Prediction market prices represent the crowd’s current view about which discrete assist outcome is most likely and will move as new information arrives (lineups, injuries, game-time conditions). They are signals of consensus expectation, not guarantees; always pair them with up-to-the-minute game information before trading.
Check the market’s rule text on the platform: it will state whether outcomes refer to total assists by one team, combined game assists, or assists by a specific player, and how the 25 discrete outcomes map to numeric totals or ranges.

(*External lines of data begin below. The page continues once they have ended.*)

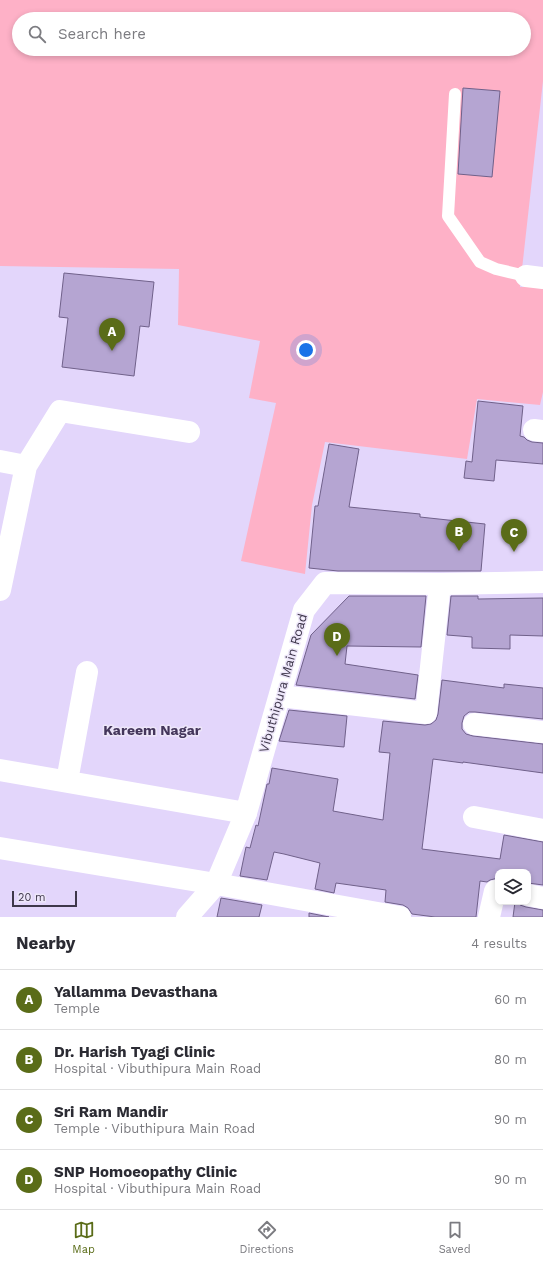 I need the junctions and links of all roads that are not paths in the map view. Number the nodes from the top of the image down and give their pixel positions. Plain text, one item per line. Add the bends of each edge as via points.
1 (455, 94) dead end
2 (535, 277) edge
3 (189, 432) dead end
4 (0, 461) edge
5 (26, 466) junction
6 (543, 582) edge
7 (440, 584) junction
8 (0, 590) edge
9 (87, 672) dead end
10 (280, 696) junction
11 (474, 724) dead end
12 (543, 732) edge
13 (0, 770) edge
14 (67, 781) junction
15 (246, 813) junction
16 (474, 817) dead end
17 (543, 830) edge
18 (0, 848) edge
19 (216, 884) junction
20 (495, 891) edge
21 (531, 896) edge
22 (543, 898) edge
23 (187, 917) edge
24 (400, 917) edge
25 (489, 917) edge

1 - 2 lane via 448,216 480,262 496,269
3 - 5 street via 60,411
4 - 5 street
5 - 8 street
6 - 7 street, Vibuthipura Main Road
7 - 10 street, Vibuthipura Main Road via 325,583 304,610
7 - 10 street via 426,713
9 - 14 street
10 - 15 street, Vibuthipura Main Road
11 - 12 street
13 - 14 street
14 - 15 street
15 - 19 street, Vibuthipura Main Road
16 - 17 street
18 - 19 street
19 - 23 street, Vibuthipura Main Road
19 - 24 street
20 - 25 street
21 - 22 street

It means the market is divided into 25 distinct result buckets (individual totals or ranges). Each outcome corresponds to a specific assist total or a range of totals; consult the market page to see the exact mapping and settlement rules.
The event’s close time is listed as TBD—most game-assist markets close at a defined game milestone (for example, opening faceoff/puck drop or game end). Check the market page and the platform’s settlement policy for the precise trigger and any post-game review procedures.

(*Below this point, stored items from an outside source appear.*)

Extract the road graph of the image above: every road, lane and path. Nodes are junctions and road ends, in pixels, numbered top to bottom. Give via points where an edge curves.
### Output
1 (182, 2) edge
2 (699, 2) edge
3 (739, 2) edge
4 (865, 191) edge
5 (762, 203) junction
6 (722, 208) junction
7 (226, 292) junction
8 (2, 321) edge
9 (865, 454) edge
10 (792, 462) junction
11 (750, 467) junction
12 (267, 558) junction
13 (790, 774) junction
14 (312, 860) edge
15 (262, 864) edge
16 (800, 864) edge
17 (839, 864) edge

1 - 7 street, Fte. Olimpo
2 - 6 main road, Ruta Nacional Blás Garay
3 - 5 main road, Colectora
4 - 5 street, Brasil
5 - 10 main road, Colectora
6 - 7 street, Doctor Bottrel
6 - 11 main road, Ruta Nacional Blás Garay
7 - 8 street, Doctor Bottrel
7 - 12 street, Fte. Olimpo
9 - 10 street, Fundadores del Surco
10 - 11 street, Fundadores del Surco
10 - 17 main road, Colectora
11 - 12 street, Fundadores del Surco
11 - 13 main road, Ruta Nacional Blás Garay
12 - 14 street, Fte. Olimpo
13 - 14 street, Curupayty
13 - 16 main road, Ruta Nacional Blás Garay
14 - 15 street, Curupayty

Focus on each team’s primary passers and set-piece playmakers (top distribution players, power-play unit leaders, and the lines most used in offensive situations), plus any players returning from injury or recently promoted to expanded roles.
Late scratches, unexpected injuries, or early penalties can materially change assist expectations by altering who handles playmaking duties or by changing game tempo; markets typically react quickly, so monitor official lineups and live news feeds right up to game start.